Impact of Data Paging on User Side Code Guide

Explains cases in which data paging degrades the performance of user side code and sets out strategies to mitigate these effects.

Purpose

Data paging degrades the performance of user side code. This document describes strategies to mitigate these effects. It is intended for application developers whose code uses device drivers.

Intended Audience:

Application developers writing modules which involve device drivers.

Mitigating the impact of data paging on user side code

Data paging is a technique which increases the size of virtual RAM by holding data on external media and read into physical RAM when accessed. The technique trades off an increase in available RAM against decreased performance. Developers must allow for the impact on performance and aim to mitigate it by using the practices described in this document.

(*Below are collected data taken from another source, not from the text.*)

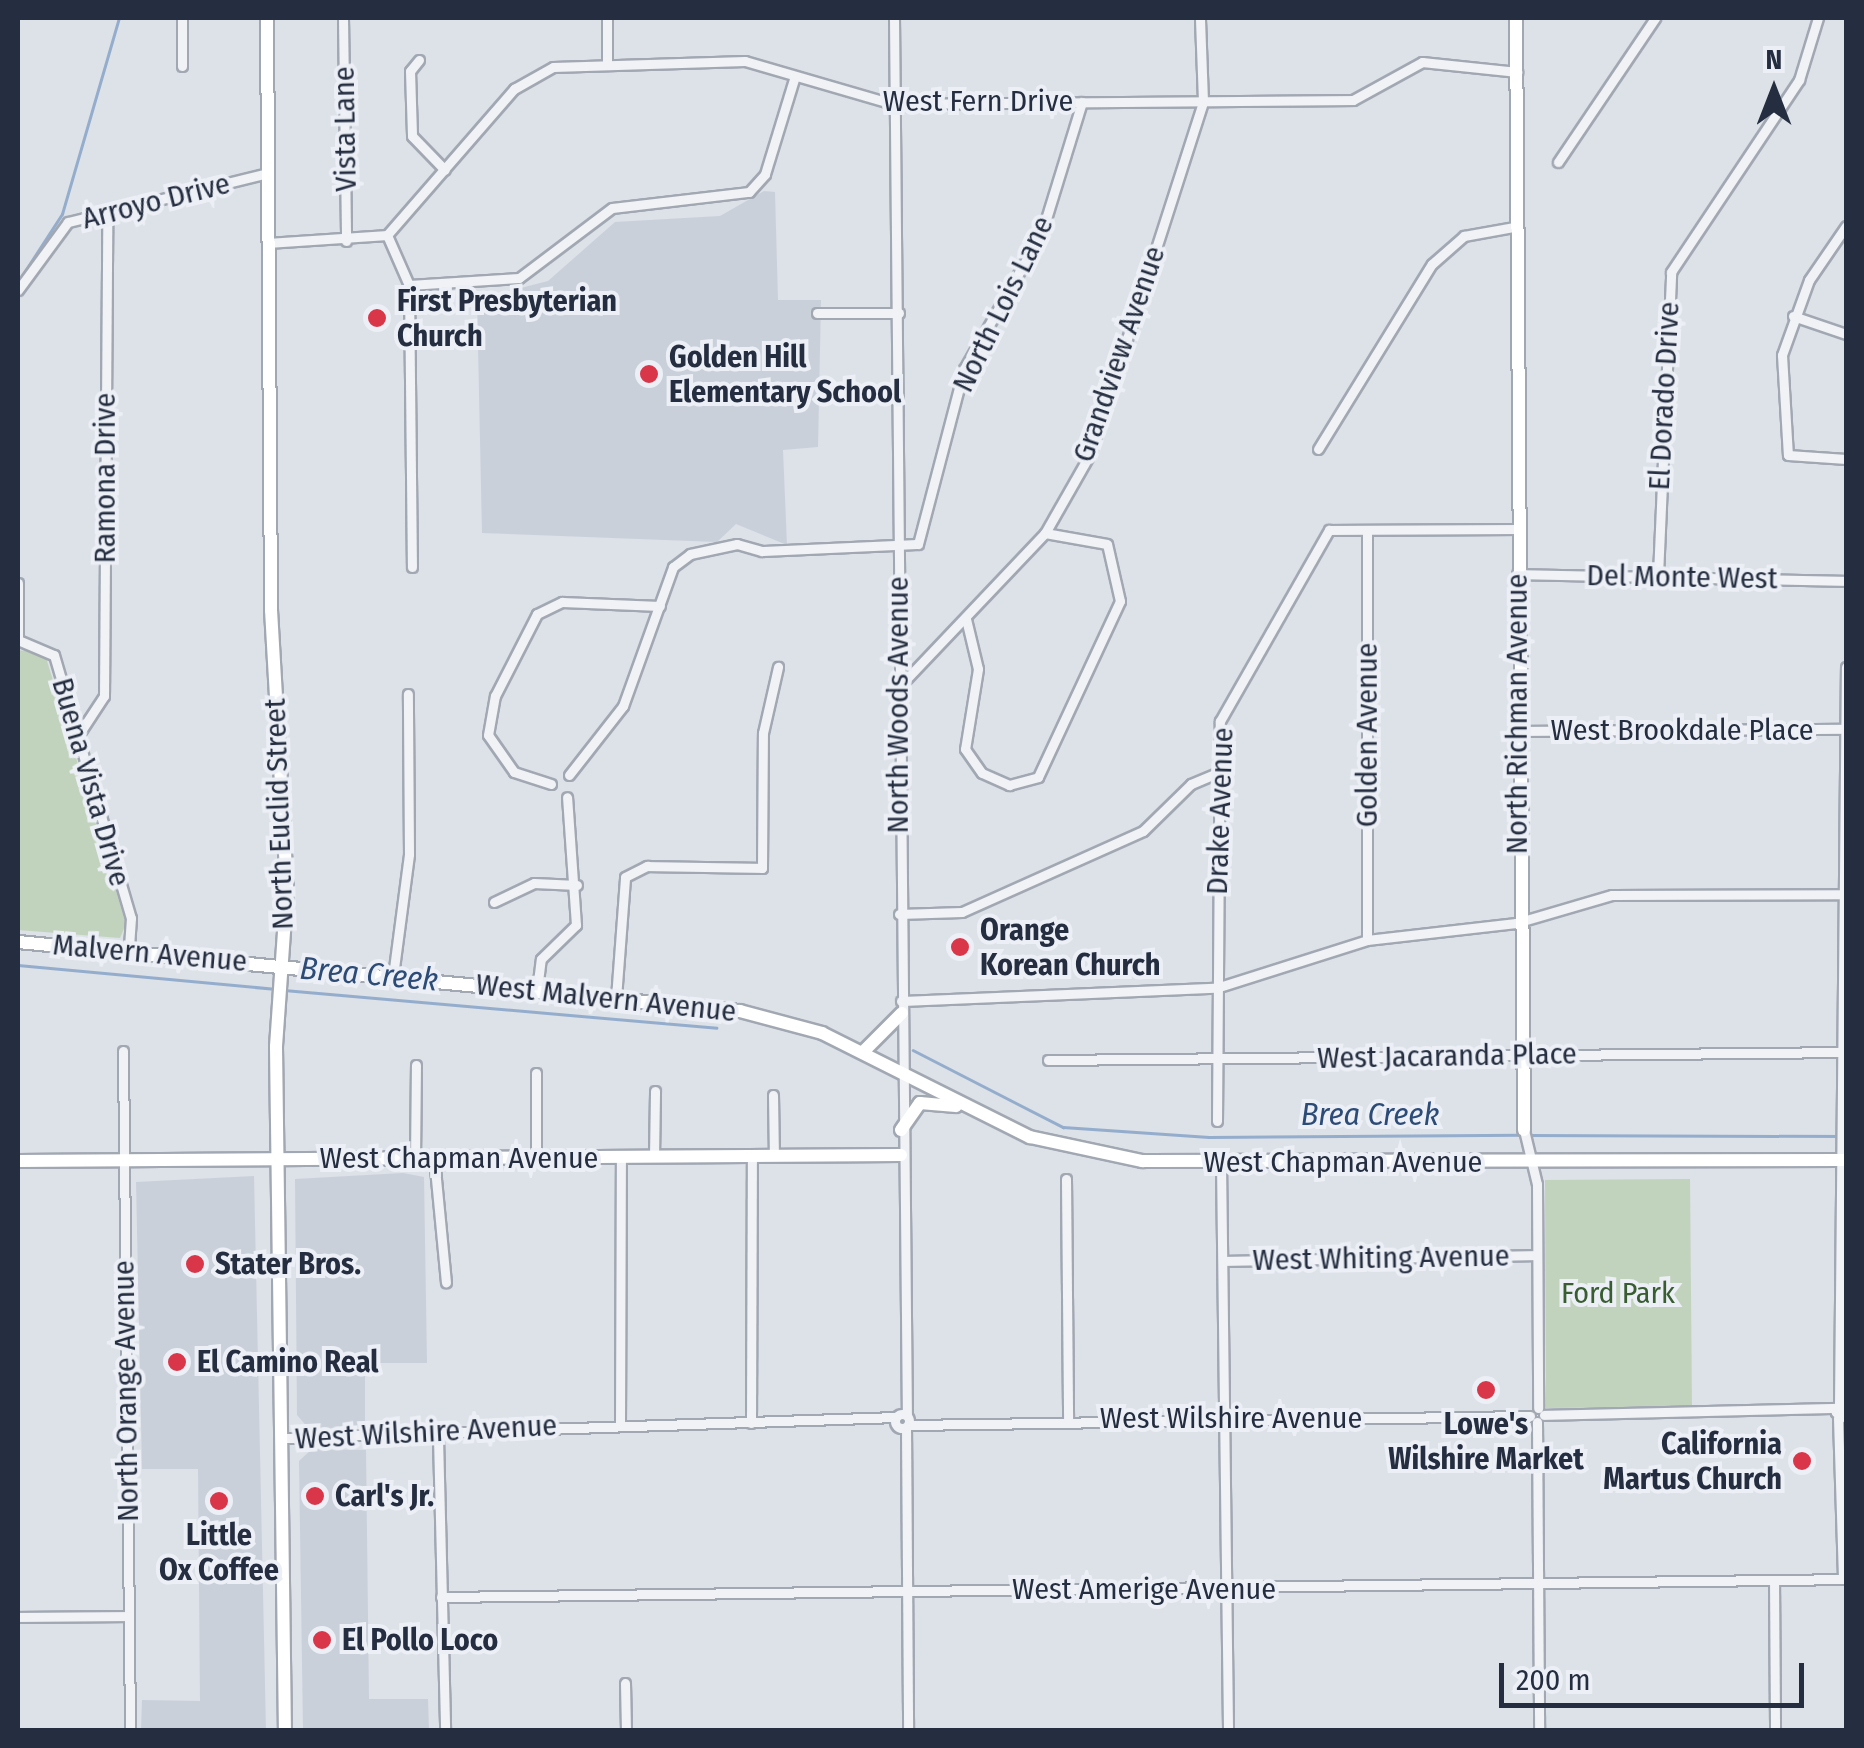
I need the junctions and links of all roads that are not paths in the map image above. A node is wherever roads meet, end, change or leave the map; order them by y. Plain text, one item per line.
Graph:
1 (182, 18) edge
2 (267, 18) edge
3 (343, 18) edge
4 (607, 18) edge
5 (894, 18) edge
6 (1200, 18) edge
7 (1516, 18) edge
8 (1655, 18) edge
9 (1818, 18) edge
10 (419, 60) dead end
11 (607, 62) junction
12 (182, 66) dead end
13 (1518, 72) junction
14 (796, 76) junction
15 (1202, 101) junction
16 (1082, 102) junction
17 (893, 104) junction
18 (1558, 162) dead end
19 (445, 170) junction
20 (267, 173) junction
21 (107, 213) junction
22 (1846, 226) edge
23 (1514, 227) junction
24 (387, 235) junction
25 (346, 241) junction
26 (268, 243) junction
27 (410, 285) junction
28 (18, 290) edge
29 (817, 312) dead end
30 (900, 314) junction
31 (1793, 316) junction
32 (1846, 334) edge
33 (1318, 449) dead end
34 (1846, 459) edge
35 (1514, 529) junction
36 (1368, 530) junction
37 (1045, 533) junction
38 (898, 549) junction
39 (412, 567) dead end
40 (1517, 574) junction
41 (1658, 575) junction
42 (1846, 582) edge
43 (18, 583) edge
44 (660, 606) junction
45 (966, 619) junction
46 (18, 640) edge
47 (778, 667) dead end
48 (1846, 667) edge
49 (896, 690) junction
50 (408, 694) dead end
51 (1846, 729) edge
52 (1518, 732) junction
53 (79, 734) junction
54 (1217, 774) junction
55 (570, 775) dead end
56 (551, 784) dead end
57 (566, 797) dead end
58 (577, 885) junction
59 (1846, 894) edge
60 (494, 902) dead end
61 (899, 914) junction
62 (1516, 924) junction
63 (1366, 940) junction
64 (18, 942) edge
65 (129, 950) junction
66 (282, 964) junction
67 (394, 976) junction
68 (1216, 988) junction
69 (537, 990) junction
70 (616, 998) junction
71 (902, 1007) junction
72 (123, 1051) dead end
73 (863, 1052) junction
74 (1845, 1052) edge
75 (1520, 1055) junction
76 (1216, 1058) junction
77 (1048, 1060) dead end
78 (416, 1065) dead end
79 (901, 1071) junction
80 (536, 1074) dead end
81 (654, 1091) dead end
82 (774, 1095) dead end
83 (973, 1109) junction
84 (1217, 1120) dead end
85 (901, 1130) junction
86 (1527, 1136) joint
87 (901, 1155) junction
88 (752, 1156) junction
89 (774, 1156) junction
90 (621, 1157) junction
91 (654, 1157) junction
92 (434, 1158) junction
93 (536, 1158) junction
94 (124, 1159) junction
95 (415, 1159) junction
96 (276, 1160) junction
97 (1845, 1160) edge
98 (18, 1161) edge
99 (1222, 1162) junction
100 (1534, 1162) junction
101 (1066, 1179) dead end
102 (1845, 1244) edge
103 (1537, 1255) junction
104 (1225, 1261) junction
105 (446, 1282) dead end
106 (1842, 1412) edge
107 (1537, 1415) junction
108 (1224, 1418) junction
109 (1068, 1419) junction
110 (902, 1421) junction
111 (751, 1423) junction
112 (620, 1424) junction
113 (438, 1437) junction
114 (280, 1438) junction
115 (1774, 1580) junction
116 (1845, 1580) edge
117 (1538, 1582) junction
118 (1225, 1589) junction
119 (906, 1590) junction
120 (441, 1597) junction
121 (129, 1616) junction
122 (18, 1617) edge
123 (625, 1684) dead end
124 (130, 1730) edge
125 (285, 1730) edge
126 (445, 1730) edge
127 (626, 1730) edge
128 (908, 1730) edge
129 (1228, 1730) edge
130 (1539, 1730) edge
131 (1775, 1730) edge

1 - 12 street
2 - 20 main road, North Euclid Street
3 - 25 street, Vista Lane
4 - 11 street
5 - 17 street, North Woods Avenue
6 - 15 street, Grandview Avenue
7 - 13 main road, North Richman Avenue
8 - 18 street
9 - 41 street, El Dorado Drive
10 - 19 street
11 - 14 street, West Fern Drive
11 - 19 street, West Fern Drive
13 - 15 street, West Fern Drive
13 - 23 main road, North Richman Avenue
14 - 17 street, West Fern Drive
14 - 27 street
15 - 16 street, West Fern Drive
15 - 37 street, Grandview Avenue
16 - 17 street, West Fern Drive
16 - 38 street, North Lois Lane
17 - 30 street, North Woods Avenue
19 - 24 street, West Fern Drive
20 - 21 street, Arroyo Drive
20 - 26 main road, North Euclid Street
21 - 28 street, Arroyo Drive
21 - 53 street, Ramona Drive
22 - 31 street
23 - 33 street
23 - 35 main road, North Richman Avenue
24 - 25 street
24 - 27 street
25 - 26 street
26 - 66 main road, North Euclid Street
27 - 39 street
29 - 30 street
30 - 38 street, North Woods Avenue
31 - 32 street
31 - 34 street
35 - 36 street
35 - 40 main road, North Richman Avenue
36 - 54 street, Drake Avenue
36 - 63 street, Golden Avenue
37 - 45 street, Grandview Avenue
37 - 45 street
38 - 44 street
38 - 49 street, North Woods Avenue
40 - 41 street, Del Monte West
40 - 52 main road, North Richman Avenue
41 - 42 street, Del Monte West
43 - 46 street
44 - 55 street
44 - 56 street
45 - 49 street, Grandview Avenue
46 - 53 street, Buena Vista Drive
47 - 70 street
48 - 51 street
49 - 61 street, North Woods Avenue
50 - 67 street
51 - 52 street, West Brookdale Place
51 - 59 street
52 - 62 main road, North Richman Avenue
53 - 65 street, Buena Vista Drive
54 - 61 street
54 - 68 street, Drake Avenue
57 - 58 street
58 - 60 street
58 - 69 street
59 - 62 street
59 - 74 street
61 - 71 street, North Woods Avenue
62 - 63 street
62 - 75 main road, North Richman Avenue
63 - 68 street
64 - 65 main road, Malvern Avenue
65 - 66 main road, Malvern Avenue
66 - 67 main road, West Malvern Avenue
66 - 96 main road, North Euclid Street
67 - 69 main road, West Malvern Avenue
68 - 71 street
68 - 76 street, Drake Avenue
69 - 70 main road, West Malvern Avenue
70 - 73 main road, West Malvern Avenue
71 - 73 main road
71 - 79 street, North Woods Avenue
72 - 94 street, North Orange Avenue
73 - 79 main road, West Chapman Avenue
74 - 75 street, West Jacaranda Place
74 - 97 street
75 - 76 street, West Jacaranda Place
75 - 86 main road, North Richman Avenue
76 - 77 street, West Jacaranda Place
76 - 84 street, Drake Avenue
78 - 95 street
79 - 83 main road, West Chapman Avenue
79 - 85 street, North Woods Avenue
80 - 93 street
81 - 91 street
82 - 89 street
83 - 85 main road
83 - 99 main road, West Chapman Avenue
85 - 87 street, North Woods Avenue
86 - 100 street, North Richman Avenue
87 - 89 main road, West Chapman Avenue
87 - 110 street, North Woods Avenue
88 - 89 main road, West Chapman Avenue
88 - 91 main road, West Chapman Avenue
88 - 111 street
90 - 91 main road, West Chapman Avenue
90 - 93 main road, West Chapman Avenue
90 - 112 street
92 - 93 main road, West Chapman Avenue
92 - 95 main road, West Chapman Avenue
92 - 105 street
94 - 96 main road, West Chapman Avenue
94 - 98 main road, West Chapman Avenue
94 - 121 street, North Orange Avenue
95 - 96 main road, West Chapman Avenue
96 - 114 main road, North Euclid Street
97 - 100 main road, West Chapman Avenue
97 - 102 street
99 - 100 main road, West Chapman Avenue
99 - 104 street
100 - 103 street, North Richman Avenue
101 - 109 street
102 - 106 street
103 - 104 street, West Whiting Avenue
103 - 107 street, North Richman Avenue
104 - 108 street
106 - 107 street, West Wilshire Avenue
106 - 116 street
107 - 108 street, West Wilshire Avenue
107 - 117 street, North Richman Avenue
108 - 109 street, West Wilshire Avenue
108 - 118 street
109 - 110 street, West Wilshire Avenue
110 - 111 street, West Wilshire Avenue
110 - 119 street, North Woods Avenue
111 - 112 street, West Wilshire Avenue
112 - 113 street, West Wilshire Avenue
113 - 114 street, West Wilshire Avenue
113 - 120 street
114 - 125 main road, North Euclid Street
115 - 116 street, West Amerige Avenue
115 - 117 street, West Amerige Avenue
115 - 131 street
117 - 118 street, West Amerige Avenue
117 - 130 street, North Richman Avenue
118 - 119 street, West Amerige Avenue
118 - 129 street
119 - 120 street, West Amerige Avenue
119 - 128 street, North Woods Avenue
120 - 126 street
121 - 122 street
121 - 124 street, North Orange Avenue
123 - 127 street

Data paging is mainly a property of processes. Processes can be configured to be paged or unpaged when they are built or put into a ROM image. Threads and the data which they use inherit the data paging configuration of the creating process and that configuration can be modified at the level of the thread or the individual items of data.

Thread scheduling

When a platform uses data paging there is a higher risk of delays, timing-related defects and race conditions.

When a thread accesses paged memory, the required page may be paged in (actually in RAM) or paged out (stored in media). If it is paged out, a page fault results, slowing performance by a factor of thousands and sometimes up to a million. The delay can also expose latent race conditions and timing-related defects in existing code: for instance an asynchronous request to a server may appear to complete synchronously, returning control to the client before the request has completed with incorrect behavior as a result.

The cure for this problem is to configure data paging when chunks, heaps and threads are created.

When creating a thread of class RThread you can call the creating function RThread::Create() with an argument of class TThreadCreateInfo as argument. You use an instance of this class to configure the data paging attributes to one of

  • EUnspecified (the thread inherits the paging attributes of the creating process),

  • EPaged (the thread will data page its stack and heap), or

  • EUnpaged (the thread will not data page its stack and heap).

When creating a chunk of class RChunk you can call the creating function RChunk::Create() with an argument of class TChunkCreateInfo as argument. You use an instance of this class to configure the data paging attributes to one of

  • EUnspecified (the chunk inherits the paging attributes of the creating process),

  • EPaged (the chunk will be data paged), or

  • EUnpaged (the chunk will not be data paged).

The RChunk class also has a function IsPaged() to test whether a chunk is data paged.

When creating a chunk heap of class UserHeap you can call the creating function UserHeap::ChunkHeap() with an argument of class TChunkHeapCreateInfo as argument. You use an instance of this class to configure the data paging attributes to one of

  • EUnspecified (the heap inherits the paging attributes of the creating process),

  • EPaged (the heap will be data paged), or

  • EUnpaged (the heap will not be data paged).

Inter-process communication

Data paging impacts on inter-process communication when a non-paged server accesses paged memory passed from a client. If the memory being accessed is not paged in, unpredictable delays may occur, and when the server offers performance guarantees to its clients, all the other clients will be affected as well. There are three separate solutions to this problem:

  • pinning memory automatically,

  • pinning memory as requested by the client, and

  • using separate threads for paged and unpaged clients.

Pinning paged memory means paging it into the RAM cache (if it is not already present) and preventing it from being paged out until it is unpinned.

You can set a server so that all memory passed to it by a client call gets pinned for the duration of the call. You do so by calling the function SetPinClientDescriptors() of a CServer2 object after construction but before calling CServer2::Start() for the first time. This method is easy but wasteful, as all memory gets pinned not just the data needs and the performance of the paging cache is impacted. Automatic pinning should therefore only be used as a last resort.

You can pin specified items of memory at the request of the client by calling the PinArgs() function of the TIpcArgs class. This is the more efficient method as it allows fine-grained control over what memory is pinned.

Separate threads for paged and unpaged clients.

Thread performance

The set of pages accessed by a thread over a given period of time is called its working set. If the working set is paged, the performance of the thread degrades as the working set increases. When working with paged memory it is therefore important to minimise the working set.

The main solution to this problem is to choose data structures with high locality, that is data structure residing in single or adjacent pages. An example of this is a preference for arrays rather than linked lists, since arrays are usually in adjacent pages while the elements of linked lists may reside on multiple pages.